On foreign policy, in terms of where India was and where it now is, I think the Modi government has done a great job. He has put India back on the map globally through the ‘Make in India’ mantra. On the economic front, gross domestic product (GDP) growth is starting to improve slowly but it is not too visible at the moment.
However, I can’t give too many marks for fiscal improvement because that’s more to do with crude oil prices than anything else. But a lot of expenditure has been reigned in. The transparency in government is improving slowly.
On the other hand, tax-related issues have been a disappointment. First opening the doors and then going back on retrospective taxes hasn’t helped anybody.
Is the investor interest fading, given the slow pace of reforms?
It depends on when one became bullish. Once Modi came in, expectations were for huge reforms and then one got disappointed. We were never expecting that pace of reforms when we became bullish about India, which was in September 2013. If everything/reforms agenda goes through, that’ll be a great news for the markets. I think the Land Acquisition Bill is key. That’s because without this Bill, the ‘Make in India’ mantra will likely lose steam.
Where do you see the Nifty heading this year?
The markets will remain very volatile for the next three months, mostly on account of global factors, beside the local issues. We aren’t sure how the monsoon will be in India and we need to be watchful on that front. Globally, too, there are a number of events lined up such as issues related with Greece, an impending hike in interest rates by the US Federal Reserve, etc. So, a lot of things can keep the markets volatile. We expect the Nifty to be around 11,000 by December 2016. The rally will be a bit more back-ended next year.
What has been your assessment of recent corporate earnings?
We think these have bottomed out. We didn’t have great expectations from India Inc in the recently concluded quarter and the earnings have been quite bad this time. We should see a gradual improvement starting with the current quarter. The ones we have been buying are industrials, automobile components, capital goods, industrials and banking.
What are your earnings growth estimates for FY16 and FY17?
This year, earnings growth is likely to be 10-15 per cent. I agree this is a wide range but a lot will depend on when the economy will start recovering. Once that happens, earnings should grow at 20 per cent (yearly) thereafter.
How much reduction in key rates do you expect over the next 12 months?

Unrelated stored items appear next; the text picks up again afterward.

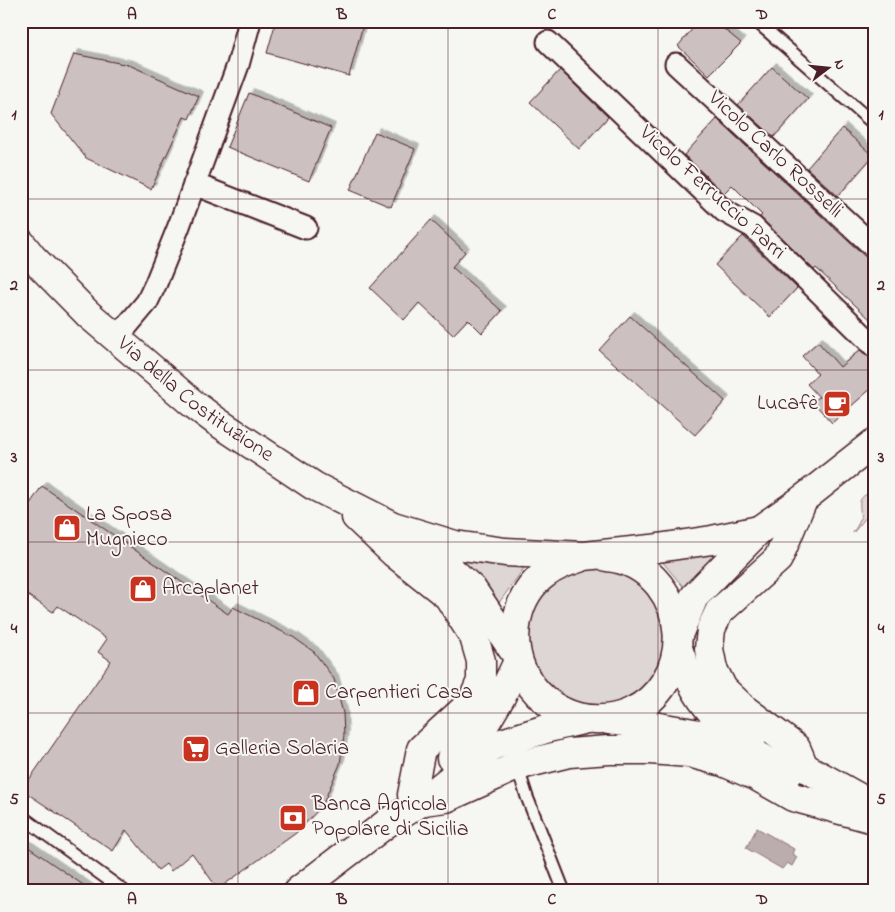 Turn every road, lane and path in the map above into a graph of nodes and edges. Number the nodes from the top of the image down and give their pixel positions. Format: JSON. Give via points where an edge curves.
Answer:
{"nodes":[{"id":1,"x":250,"y":21,"type":"edge"},
{"id":2,"x":756,"y":21,"type":"edge"},
{"id":3,"x":548,"y":42,"type":"dead end"},
{"id":4,"x":676,"y":64,"type":"dead end"},
{"id":5,"x":874,"y":124,"type":"edge"},
{"id":6,"x":194,"y":184,"type":"junction"},
{"id":7,"x":306,"y":228,"type":"dead end"},
{"id":8,"x":21,"y":243,"type":"edge"},
{"id":9,"x":874,"y":247,"type":"edge"},
{"id":10,"x":116,"y":339,"type":"junction"},
{"id":11,"x":874,"y":346,"type":"edge"},
{"id":12,"x":874,"y":443,"type":"edge"},
{"id":13,"x":336,"y":498,"type":"junction"},
{"id":14,"x":804,"y":500,"type":"junction"},
{"id":15,"x":393,"y":526,"type":"junction"},
{"id":16,"x":759,"y":530,"type":"junction"},
{"id":17,"x":590,"y":556,"type":"junction"},
{"id":18,"x":678,"y":641,"type":"junction"},
{"id":19,"x":518,"y":659,"type":"junction"},
{"id":20,"x":594,"y":719,"type":"junction"},
{"id":21,"x":517,"y":766,"type":"junction"},
{"id":22,"x":804,"y":767,"type":"junction"},
{"id":23,"x":417,"y":798,"type":"junction"},
{"id":24,"x":872,"y":814,"type":"edge"},
{"id":25,"x":21,"y":816,"type":"edge"},
{"id":26,"x":124,"y":891,"type":"edge"},
{"id":27,"x":298,"y":891,"type":"edge"},
{"id":28,"x":564,"y":891,"type":"edge"}],
"edges":[{"from":1,"to":6,"type":"street","via":[[238,65]]},
{"from":2,"to":5,"type":"lane"},
{"from":3,"to":11,"type":"street","name":"Vicolo Ferruccio Parri","via":[[724,211],[753,227]]},
{"from":4,"to":9,"type":"street","name":"Vicolo Carlo Rosselli"},
{"from":6,"to":7,"type":"street"},
{"from":6,"to":10,"type":"street","via":[[147,302]]},
{"from":8,"to":10,"type":"street","name":"Via della Costituzione"},
{"from":10,"to":13,"type":"street","name":"Via della Costituzione","via":[[192,404]]},
{"from":12,"to":14,"type":"street"},
{"from":13,"to":15,"type":"street","name":"Via della Costituzione"},
{"from":13,"to":23,"type":"street","via":[[394,553],[448,596],[474,637],[481,661],[481,681],[472,702],[421,749]]},
{"from":14,"to":16,"type":"street"},
{"from":14,"to":22,"type":"street","via":[[778,559],[719,612],[711,629],[709,649],[713,669],[723,689],[796,748]]},
{"from":15,"to":17,"type":"street","via":[[455,544],[505,552]]},
{"from":15,"to":19,"type":"street","via":[[472,589]]},
{"from":16,"to":17,"type":"street","via":[[712,540]]},
{"from":16,"to":18,"type":"street","via":[[694,597]]},
{"from":17,"to":18,"type":"street","via":[[617,558],[654,578],[675,614]]},
{"from":17,"to":19,"type":"street","via":[[562,563],[543,575],[529,592],[517,619]]},
{"from":18,"to":20,"type":"street","via":[[665,684],[652,698],[619,716]]},
{"from":18,"to":22,"type":"street","via":[[691,684],[712,712]]},
{"from":19,"to":20,"type":"street","via":[[526,679],[545,700],[570,715]]},
{"from":19,"to":23,"type":"street","via":[[502,697],[483,727]]},
{"from":20,"to":23,"type":"street","via":[[549,728],[492,746]]},
{"from":20,"to":24,"type":"street","via":[[728,739]]},
{"from":21,"to":23,"type":"street","via":[[446,798]]},
{"from":21,"to":24,"type":"street","via":[[569,753],[609,750],[689,754],[748,772],[792,797]]},
{"from":21,"to":28,"type":"lane"},
{"from":22,"to":24,"type":"street"},
{"from":23,"to":27,"type":"street"},
{"from":25,"to":26,"type":"lane"}]} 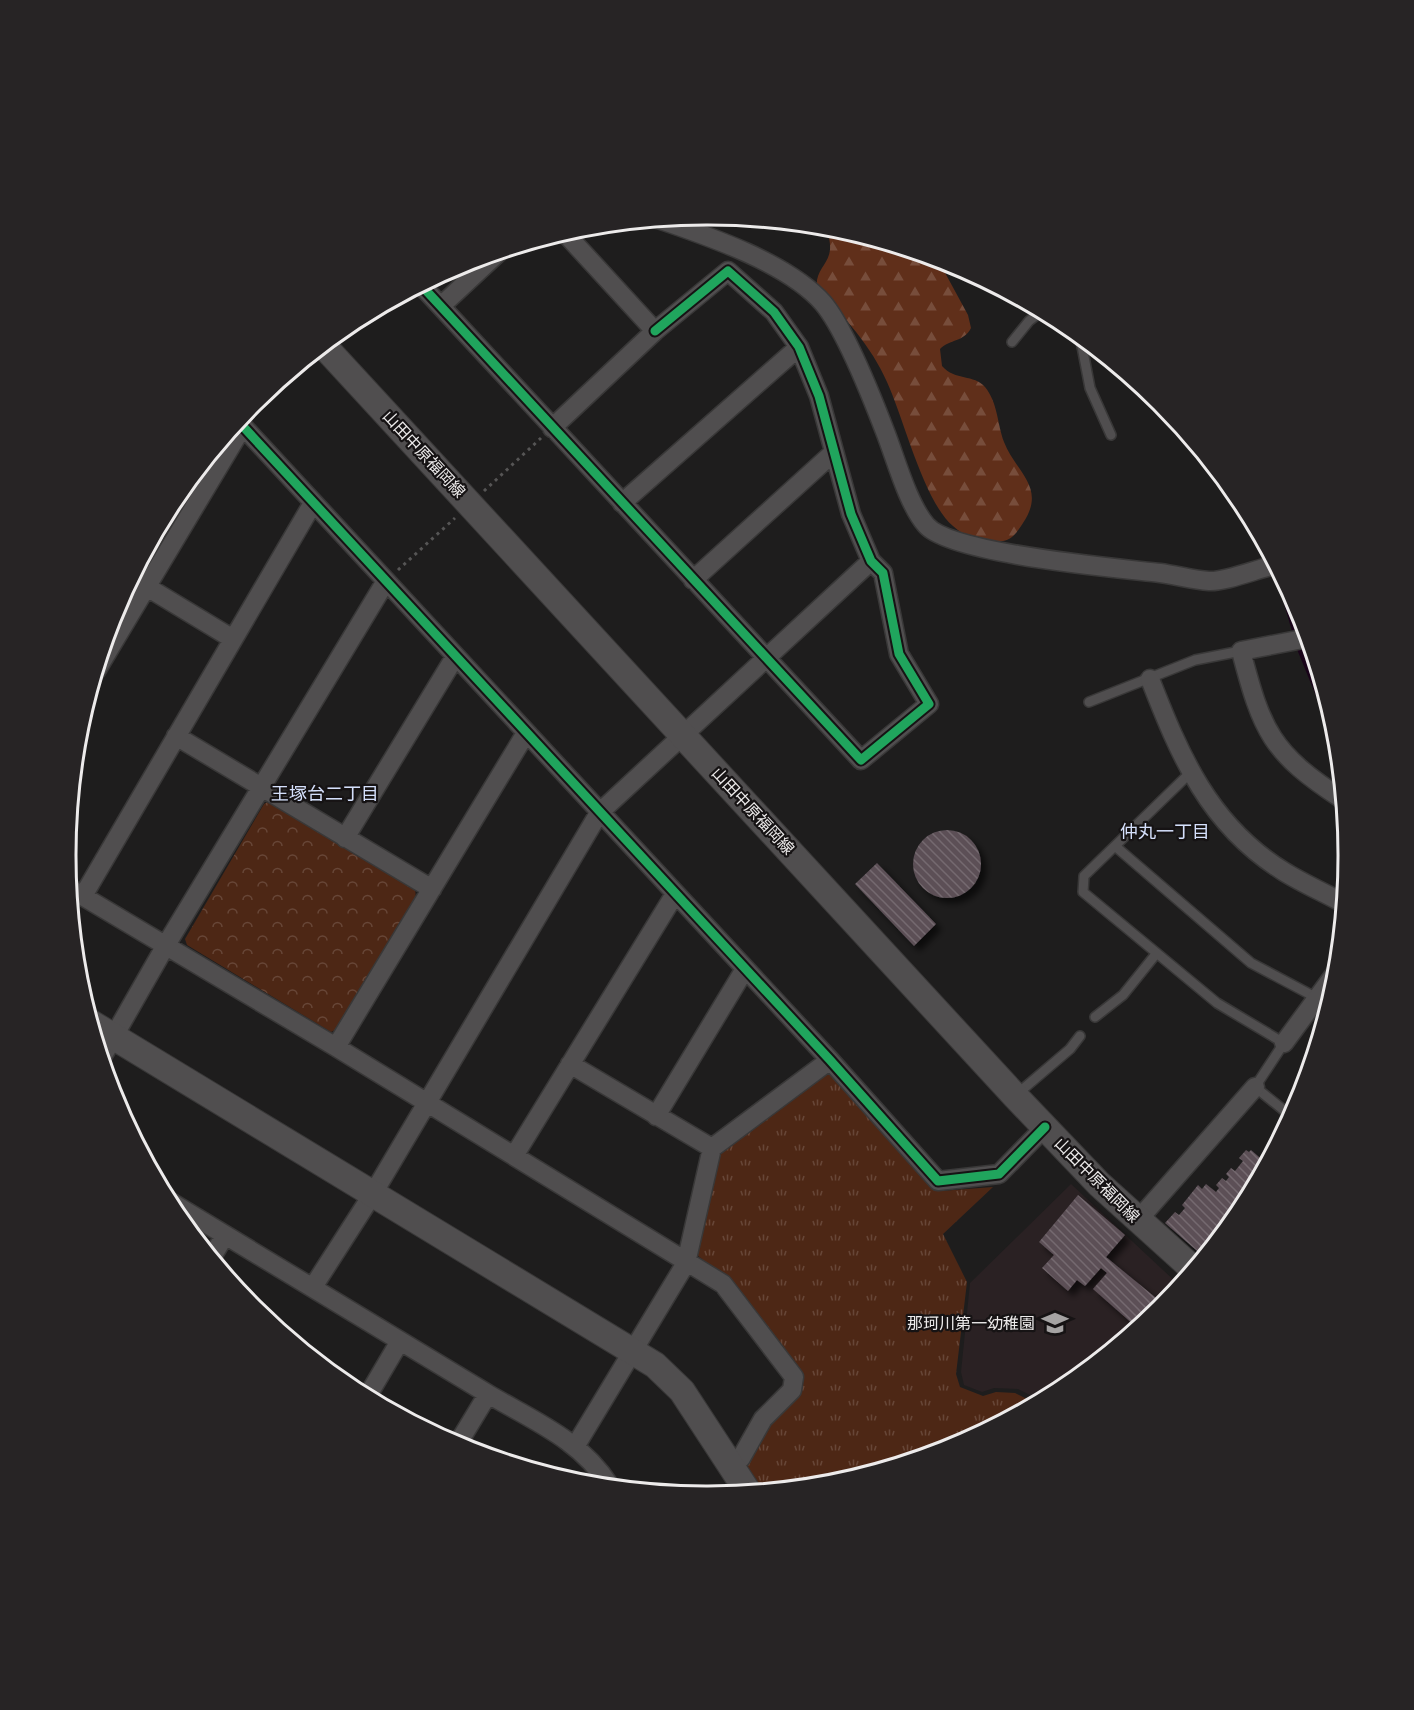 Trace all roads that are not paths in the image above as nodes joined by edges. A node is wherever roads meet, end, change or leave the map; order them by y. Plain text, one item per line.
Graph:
1 (676, 226) edge
2 (571, 240) edge
3 (485, 265) edge
4 (427, 291) edge
5 (441, 306) junction
6 (1034, 317) edge
7 (655, 331) junction
8 (1012, 342) dead end
9 (799, 347) junction
10 (1082, 349) edge
11 (329, 351) edge
12 (244, 427) edge
13 (552, 428) junction
14 (1111, 435) dead end
15 (231, 442) edge
16 (833, 453) junction
17 (313, 503) junction
18 (622, 503) junction
19 (871, 561) junction
20 (1267, 567) edge
21 (693, 580) junction
22 (386, 581) junction
23 (147, 587) junction
24 (233, 639) junction
25 (1299, 640) edge
26 (114, 642) edge
27 (1241, 651) junction
28 (455, 657) junction
29 (766, 658) junction
30 (1150, 679) junction
31 (1089, 702) dead end
32 (526, 733) junction
33 (682, 734) junction
34 (176, 736) junction
35 (1190, 773) junction
36 (261, 788) junction
37 (1334, 793) edge
38 (599, 813) junction
39 (345, 838) junction
40 (1115, 846) junction
41 (78, 889) edge
42 (432, 889) junction
43 (78, 893) edge
44 (675, 894) junction
45 (1336, 899) edge
46 (166, 945) junction
47 (1156, 954) junction
48 (745, 969) junction
49 (1322, 991) edge
50 (1317, 998) junction
51 (1095, 1017) dead end
52 (1080, 1036) dead end
53 (1284, 1043) junction
54 (108, 1047) edge
55 (336, 1047) junction
56 (830, 1060) junction
57 (570, 1064) junction
58 (1255, 1087) junction
59 (1015, 1096) junction
60 (425, 1104) junction
61 (1283, 1110) edge
62 (656, 1116) junction
63 (1045, 1127) junction
64 (712, 1148) junction
65 (514, 1156) junction
66 (374, 1192) junction
67 (189, 1213) edge
68 (1138, 1220) junction
69 (225, 1235) junction
70 (216, 1250) edge
71 (686, 1263) junction
72 (1187, 1264) edge
73 (313, 1287) junction
74 (400, 1341) junction
75 (632, 1350) junction
76 (372, 1388) edge
77 (488, 1394) junction
78 (462, 1436) edge
79 (576, 1444) junction
80 (731, 1463) junction
81 (604, 1476) edge
82 (743, 1484) edge

1 - 20 street
2 - 7 street
3 - 5 street
4 - 5 street
5 - 13 street
6 - 8 lane
7 - 9 street
7 - 13 street
9 - 16 street
9 - 18 street
10 - 14 lane
11 - 33 main road, 山田中原福岡線
12 - 17 street
13 - 18 street
15 - 23 street
16 - 19 street
16 - 21 street
17 - 22 street
17 - 24 street
18 - 21 street
19 - 29 street
19 - 29 street
21 - 29 street
22 - 28 street
22 - 36 street
23 - 24 street
23 - 26 street
24 - 34 street
25 - 27 street
27 - 30 lane
27 - 37 street
28 - 32 street
28 - 39 street
29 - 33 street
30 - 31 lane
30 - 35 street
32 - 38 street
32 - 42 street
33 - 38 street
33 - 59 main road, 山田中原福岡線
34 - 36 street
34 - 41 street
35 - 40 lane
35 - 45 street
36 - 39 street
36 - 46 street
38 - 44 street
38 - 60 street
39 - 42 street
40 - 47 lane
40 - 50 lane
42 - 55 street
43 - 46 street
44 - 48 street
44 - 57 street
46 - 54 street
46 - 55 street
47 - 51 lane
47 - 53 lane
48 - 56 street
48 - 62 street
49 - 50 street
50 - 53 street
52 - 59 lane
53 - 58 lane
54 - 66 main road
55 - 60 street
56 - 63 street
56 - 64 street
57 - 62 street
57 - 65 street
58 - 61 lane
58 - 68 street
59 - 63 main road, 山田中原福岡線
60 - 65 street
60 - 66 street
62 - 64 street
63 - 68 main road, 山田中原福岡線
64 - 71 street
65 - 71 street
66 - 73 street
66 - 75 main road
67 - 69 street
68 - 72 main road, 山田中原福岡線
69 - 70 street
69 - 73 street
71 - 75 street
71 - 80 street
73 - 74 street
74 - 76 street
74 - 77 street
75 - 79 street
75 - 80 main road
77 - 78 street
77 - 79 street
79 - 81 street
80 - 82 main road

By end-December 2016, we expect a 150 bps reduction in interest rates.
What are your specific stock preferences?
In banking, we like the private players. In the capital goods sector, we prefer suppliers to the power and auxiliary companies like Alstom T&D, ABB, Larsen & Toubro (L&T). In automobiles, we like Maruti Suzuki, primarily because we expect the yen to depreciate significantly. The company will benefit from this, beside the new models it plans to launch. I would prefer to look at the automobile component side as well. One can look at larger mid-caps in this segment that have ample liquidity.

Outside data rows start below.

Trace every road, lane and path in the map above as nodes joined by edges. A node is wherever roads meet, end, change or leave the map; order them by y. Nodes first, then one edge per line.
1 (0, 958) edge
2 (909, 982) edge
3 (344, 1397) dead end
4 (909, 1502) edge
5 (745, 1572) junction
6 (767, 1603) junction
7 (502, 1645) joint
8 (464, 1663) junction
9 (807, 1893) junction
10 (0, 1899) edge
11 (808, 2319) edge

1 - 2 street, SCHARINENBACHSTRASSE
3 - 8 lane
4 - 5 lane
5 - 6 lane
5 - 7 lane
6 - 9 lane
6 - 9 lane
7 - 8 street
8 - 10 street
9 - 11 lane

Foreign institutional investors have been favouring China of late instead of India. Do you see the pace of outflows from India increasing as we head deeper into 2015?
I don’t think we are seeing a huge outflow. We all get too much wrapped up in this. The markets went up to new highs at the beginning of the year and we need to justify that in terms of growth in earnings and a pick-up in the economy. So, the outflow is because the other markets seem to be more attractive on a relative basis from a short-term perspective.